The original 1994 release of Live! Tonight! Sold Out!! peaked at number 6 on the Billboard Top Video Sales chart, and at number 1 on the Billboard Top Music Videos chart. In the United Kingdom, it peaked at number 2 on the UK Top Music Videos chart.

==Track listing==
1. "Aneurysm" (In two parts: 1991.11.25 - Paradiso, Amsterdam, Holland, and 1993.01.23 - Hollywood Rock, Rio de Janeiro, Brazil. Incorrectly labeled 1993.01.16 São Paulo, Brazil on inlay)
2. "About a Girl" (1991.10.31 - Paramount Theatre, Seattle, Washington)
3. "Dive" (1993.01.23 - Hollywood Rock, Rio de Janeiro, Brazil. Incorrectly labeled 1993.01.16 - São Paulo, Brazil on inlay)
4. "Love Buzz" (In two parts: 1991.10.19 - Dallas, Texas / 1991.11.25 - Paradiso, Amsterdam, Holland)
5. "Breed" (1991.10.31 - Paramount Theatre, Seattle, Washington)
6. "Smells Like Teen Spirit" (1991.11.27 - UK TV show Top of the Pops)
7. "Negative Creep" (1992.02.22 - Honolulu, Hawaii)
8. "Come as You Are" (1991.11.25 - Paradiso, Amsterdam, Holland)
9. "Territorial Pissings" (In two parts: 1991.12.06 - UK TV show Jonathan Ross / 1991.11.25 - Paradiso, Amsterdam, Holland)
10. "Something in the Way" (1992.02.14 - Osaka, Japan)
11. "Lithium" (1992.08.30 - Reading Festival, England)
12. "Drain You" (1991.11.25 - Paradiso, Amsterdam, Holland)
13. "Polly" (1991.10.31 - Paramount Theatre, Seattle, Washington)
14. "Sliver" (1991.11.25 - Paradiso, Amsterdam, Holland)
15. "On a Plain" (1992.06.26 - Roskilde Festival, Denmark)
16. "Endless, Nameless" (1991.10.31 - Paramount Theatre, Seattle, Washington) (Not listed on VHS release)
- "Lounge Act" from Nevermind plays over the ending credits.
- Numerous other fragments appear throughout the video, including pieces of the band's 1992 performance on Saturday Night Live.
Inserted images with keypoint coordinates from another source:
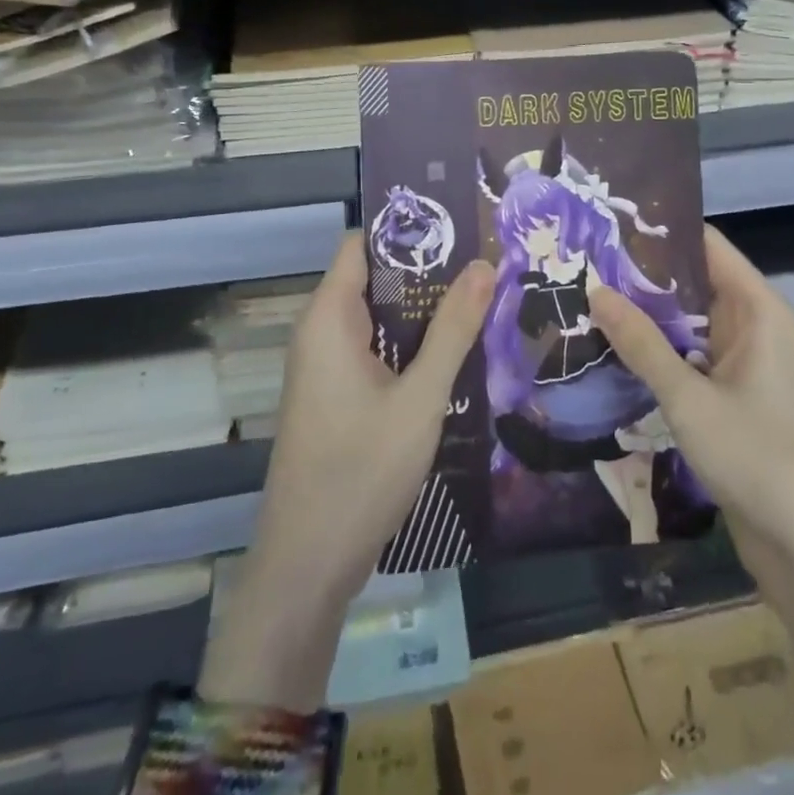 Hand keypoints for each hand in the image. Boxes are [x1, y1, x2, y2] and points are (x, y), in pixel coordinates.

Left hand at [198, 233, 494, 709]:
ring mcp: (325, 367)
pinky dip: (409, 345)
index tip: (461, 228)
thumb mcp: (420, 397)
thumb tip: (485, 263)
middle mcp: (320, 332)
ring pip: (378, 318)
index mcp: (329, 317)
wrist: (308, 565)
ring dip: (422, 312)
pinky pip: (374, 350)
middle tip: (486, 267)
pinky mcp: (335, 395)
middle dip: (427, 272)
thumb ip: (454, 329)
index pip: (363, 244)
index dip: (408, 231)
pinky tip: (453, 353)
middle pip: (374, 279)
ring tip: (482, 302)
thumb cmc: (361, 471)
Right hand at [587, 223, 793, 608]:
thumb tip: (595, 290)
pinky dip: (656, 355)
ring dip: (644, 319)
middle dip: (640, 276)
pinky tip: (609, 353)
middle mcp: (754, 328)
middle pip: (693, 283)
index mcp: (759, 310)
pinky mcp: (734, 401)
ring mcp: (745, 366)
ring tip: (581, 300)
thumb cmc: (761, 460)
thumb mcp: (691, 399)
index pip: (706, 245)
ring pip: (688, 326)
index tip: (605, 223)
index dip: (659, 231)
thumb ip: (642, 344)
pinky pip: (690, 362)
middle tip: (578, 264) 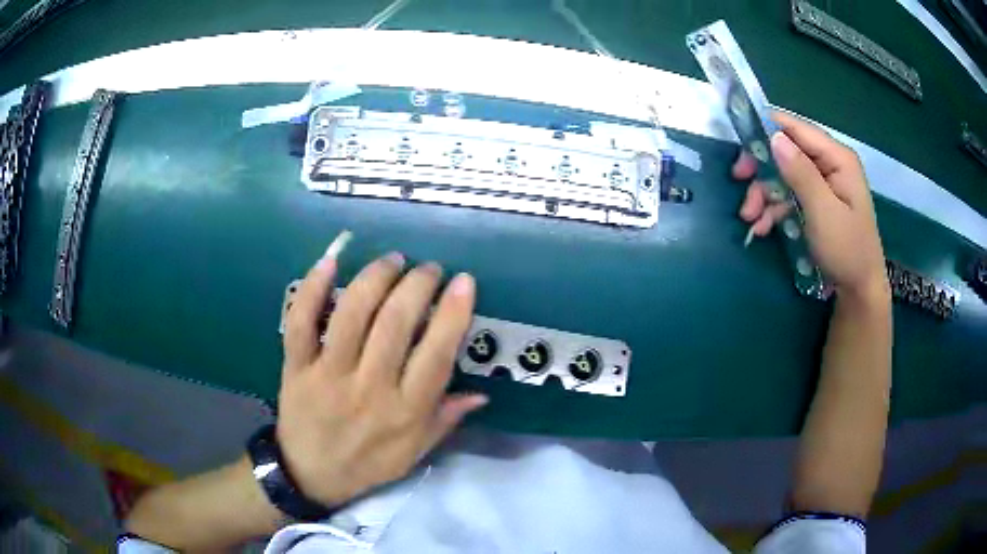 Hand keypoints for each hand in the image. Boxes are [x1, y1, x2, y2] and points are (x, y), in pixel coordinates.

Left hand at [276, 234, 486, 507]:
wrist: (309, 474)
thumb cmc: (369, 463)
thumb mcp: (415, 452)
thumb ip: (446, 419)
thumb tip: (482, 393)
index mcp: (405, 412)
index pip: (436, 355)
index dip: (453, 313)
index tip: (463, 282)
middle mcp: (369, 389)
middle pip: (395, 324)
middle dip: (416, 284)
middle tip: (427, 269)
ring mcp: (328, 375)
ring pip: (351, 314)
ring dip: (375, 278)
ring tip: (392, 260)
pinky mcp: (296, 367)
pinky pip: (301, 322)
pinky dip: (313, 288)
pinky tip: (331, 261)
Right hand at [732, 111, 889, 300]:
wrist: (859, 291)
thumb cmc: (847, 250)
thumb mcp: (823, 212)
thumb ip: (801, 173)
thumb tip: (774, 137)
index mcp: (837, 158)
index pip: (797, 129)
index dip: (767, 131)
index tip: (741, 147)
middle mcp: (830, 164)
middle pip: (787, 151)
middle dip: (763, 169)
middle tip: (740, 182)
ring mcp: (823, 184)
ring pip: (784, 175)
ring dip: (764, 194)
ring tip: (750, 219)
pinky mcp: (816, 203)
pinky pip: (789, 196)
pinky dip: (773, 209)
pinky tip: (761, 227) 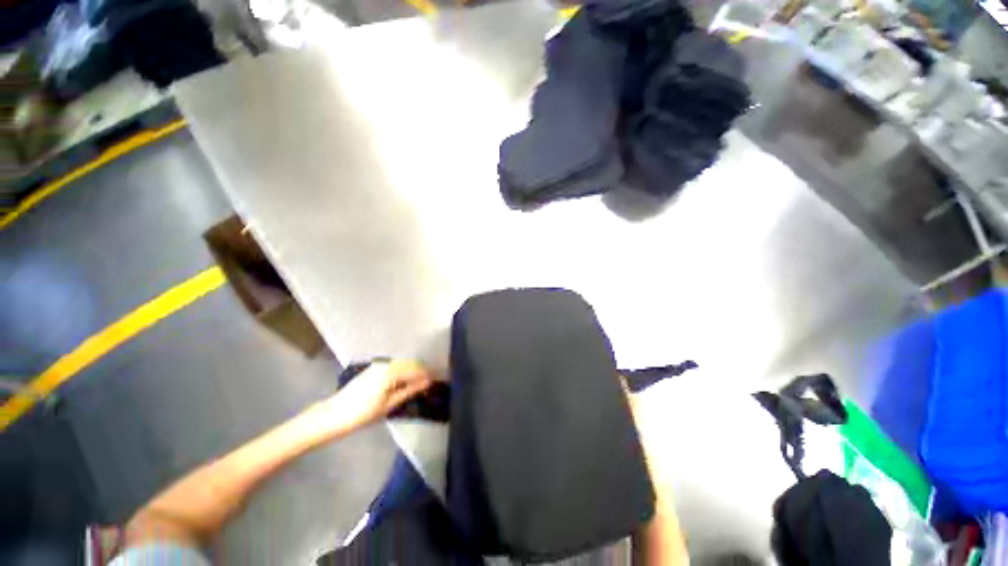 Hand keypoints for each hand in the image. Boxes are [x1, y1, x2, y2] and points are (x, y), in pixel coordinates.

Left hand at [326, 360, 434, 431]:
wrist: (333, 415)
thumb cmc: (362, 413)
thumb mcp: (389, 404)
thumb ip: (409, 390)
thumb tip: (427, 382)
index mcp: (391, 372)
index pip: (416, 369)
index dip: (427, 374)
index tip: (437, 379)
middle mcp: (386, 364)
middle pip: (410, 363)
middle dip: (421, 371)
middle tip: (430, 382)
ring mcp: (378, 365)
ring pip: (402, 364)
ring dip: (412, 371)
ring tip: (420, 383)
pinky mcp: (373, 369)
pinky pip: (394, 366)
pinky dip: (403, 371)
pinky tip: (405, 381) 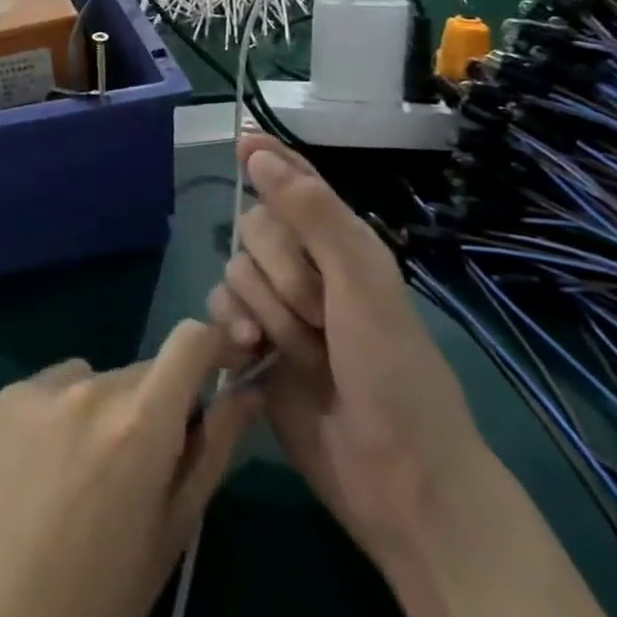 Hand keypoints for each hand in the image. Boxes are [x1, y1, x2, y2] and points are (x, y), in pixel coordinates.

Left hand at [0, 321, 258, 616]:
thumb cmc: (105, 600)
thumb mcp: (175, 528)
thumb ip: (215, 447)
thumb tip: (249, 390)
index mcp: (141, 422)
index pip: (190, 340)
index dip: (214, 346)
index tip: (224, 366)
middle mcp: (91, 387)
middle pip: (144, 371)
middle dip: (156, 404)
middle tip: (143, 467)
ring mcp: (42, 387)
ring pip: (101, 378)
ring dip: (109, 409)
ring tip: (87, 475)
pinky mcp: (7, 395)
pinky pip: (57, 386)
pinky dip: (65, 411)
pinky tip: (49, 467)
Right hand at [207, 135, 486, 555]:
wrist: (396, 479)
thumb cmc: (393, 372)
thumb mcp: (361, 283)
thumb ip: (311, 214)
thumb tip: (256, 152)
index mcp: (341, 243)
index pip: (297, 181)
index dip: (270, 158)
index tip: (240, 138)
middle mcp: (308, 268)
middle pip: (255, 228)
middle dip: (279, 270)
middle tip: (318, 312)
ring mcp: (279, 309)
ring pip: (235, 271)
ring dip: (263, 309)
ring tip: (298, 352)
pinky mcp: (255, 347)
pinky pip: (220, 310)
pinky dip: (233, 330)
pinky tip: (251, 356) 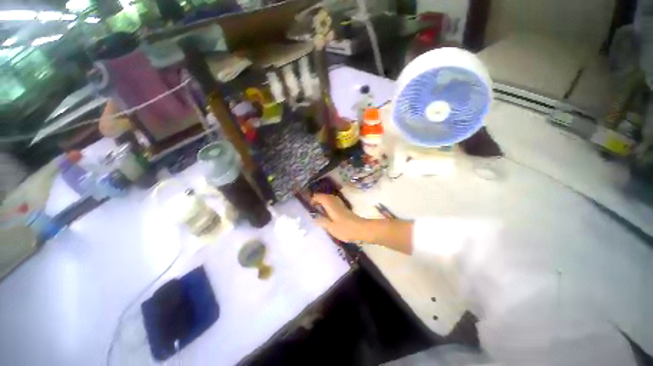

An audio clip of the outro of a live performance of the song "Rape Me" that was recorded at the Seattle Center Coliseum on September 11, 1992, plays over a collage of other footage.

===DVD bonus tracks===
The DVD features the same track listing as the VHS release, as well as footage from Nirvana's performance at the Paradiso Club in Amsterdam on November 25, 1991, featuring the songs:

1. "School"
2. "About a Girl"
3. "Been a Son"
4. "On a Plain"
5. "Blew"

There is also a secret "easter egg" bonus feature at the end of the credits, a rehearsal of "On a Plain" from early 1991.

==Charts==

===Weekly charts===
====1994 original VHS release====

| Chart (1994–1995) | Peak position |
|---|---|
| Australia Music Video Top 20 (ARIA) | 1 |
| Italy Music Videos (Musica e dischi) | 2 |
| UK Videos (OCC) | 9 |
| UK Music Videos (Official Charts) | 2 |
| US Top Video Sales (Billboard) | 6 |
| US Top Music Videos (Billboard) | 1 |

====2006 DVD re-release====

| Chart (2006) | Peak position |
|---|---|
| Australian Audiovisual Top 40 Chart (ARIA Charts) | 9 |
| Italian Music DVD (FIMI) | 5 |
| UK Music Videos (Official Charts) | 11 |
| US Top Music Videos (Billboard) | 4 |

===Year-end charts===

| Chart (1995) | Peak position |
|---|---|
| Australia Music Video Top 20 (ARIA) | 1 |

==Certifications==

| Region | Certification | Certified units/sales |
| Argentina (CAPIF) | Platinum | 8,000^{^} |
| Australia (ARIA) | Platinum | 15,000^{^} |
| Canada (Music Canada) | 2× Platinum | 20,000^{^} |
| New Zealand (RMNZ) | Platinum | 5,000^{^} |
| United Kingdom (BPI) | 2× Platinum | 100,000^{*} |
| United States (RIAA) | 3× Platinum | 300,000^{^} |
^{*} Sales figures based on certification alone. ^{^} Shipments figures based on certification alone.